The detection rate of advanced adenomas varied by department: among men, it ranged from 1.2 per 1,000 in Martinique to 13.8 per 1,000 in the Calvados department, and among women from 0.7 per 1,000 in the Alpes-de-Haute-Provence department to 5.7 per 1,000 in Calvados (xls format and pdf format).

Detection rate of advanced adenomas for men

Detection rate of advanced adenomas for women

The cancer detection rate was 1.2 per 1,000 people screened. It varied by age, sex, and screening round. Among women, it was 1.0 per 1,000 during the first screening and 0.8 per 1,000 during subsequent screenings, whereas among men, it was 1.9 per 1,000 and 0.8 per 1,000, respectively—nearly twice as high (xls format and pdf format). It also varied by department: among men, it ranged from 0.7 per 1,000 in the departments of Lozère and Pyrénées-Orientales to 3.3 per 1,000 in the department of Calvados, and among women from 0.3 per 1,000 in the departments of Eure-et-Loir and Vaucluse (xls format and pdf format).

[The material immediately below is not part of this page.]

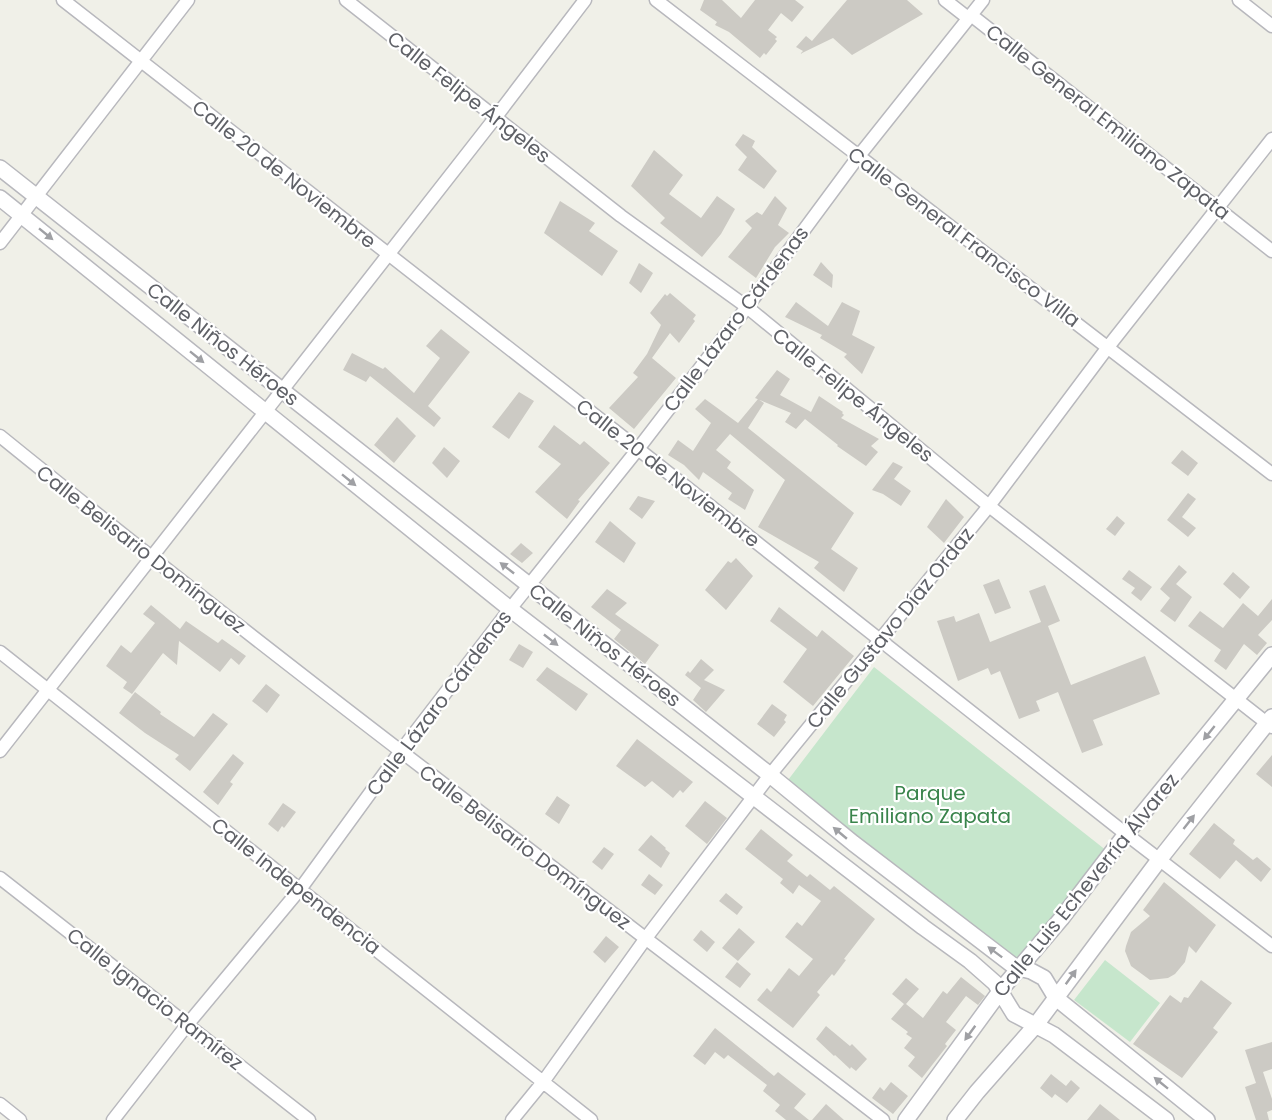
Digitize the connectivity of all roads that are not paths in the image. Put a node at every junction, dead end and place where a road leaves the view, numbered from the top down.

Colorectal cancer detection rates for men

Colorectal cancer detection rates for women

Departmental detection rates for advanced adenomas and colorectal cancers depend heavily on the departmental incidence of cancer and the performance of departmental programs (ability to detect these lesions). The percentage of eligible individuals who undergo a colonoscopy following a positive test and the percentage of those lost to follow-up are factors that influence the recording of these lesions and may help explain departmental disparities. Furthermore, the lack of reproducibility in the diagnosis of advanced adenoma also contributes to explaining the observed departmental differences in advanced adenoma rates^[1].

[1] Denis, B., Bottlaender, J., Breysacher, G., Chiappa, P., Peter, A., Weiss, A.-M. The advanced adenoma: A topical concept but an out-of-date definition? (2011) Hepato-Gastro, 18 (3), pp. 269-276.

Stages of detected cancers

The stage of cancers detected by the organized screening program was determined according to the international TNM classification of malignant tumors^[1]. This classification system allows cancers to be classified according to their degree of anatomical spread: size of the primary tumor (or T), lymph node involvement (or N), and presence of metastasis (or M), and applies, for the colon and rectum, only to adenocarcinomas. For colon and rectal cancers, the pTNM anatomopathological classification was adopted. For rectal cancers, which may undergo neoadjuvant treatments prior to surgery—resulting in changes to the T and N stages of the detected tumor—the quality of available data and the heterogeneity of methods for documenting staging information do not allow for the determination of the TNM stage prior to treatment. Consequently, only colon cancers (including the rectosigmoid junction) and rectal cancers that did not receive neoadjuvant therapy were included.

The cancer stage is considered unknown when at least one of the pT, pN, or M values is unknown (unless pT=Tis, in which case the pTNM stage is in situ, or if M=M1, in which case the pTNM stage is IV). Among the detected adenocarcinomas of the rectum (without neoadjuvant therapy) and colon, this information was missing in 27.6% of patients. When the stage could not be determined, T was missing in 14.8% of cases, N was missing in 17.3% of cases, and M was missing in 27.0% of cases. This percentage of adenocarcinomas of unknown stage reflects significant regional variation: it ranged from 0% to 100% (xls format and pdf format), as information on the metastatic status of detected cancers is difficult to access.

The description covers only the 52 departments with less than 30% missing data on cancer stages, corresponding to 2,957 detected colorectal adenocarcinomas (without neoadjuvant treatments). Among these adenocarcinomas, 8.0% are of unknown pTNM stage.

Among adenocarcinomas with known stages, 24.4% were carcinomas in situ and 75.6% were invasive cancers (stages I to IV), of which 37.7% were stage I, 24.7% stage II, 24.9% stage III, and 12.7% stage IV (xls format and pdf format).

¹ Sobin M, Gospodarowicz L, Wittekind C. (eds). International Union Against Cancer. TNM Classification of Malignant Tumors, 7th Edition. Chichester: Wiley-Blackwell, 2009. 310 p.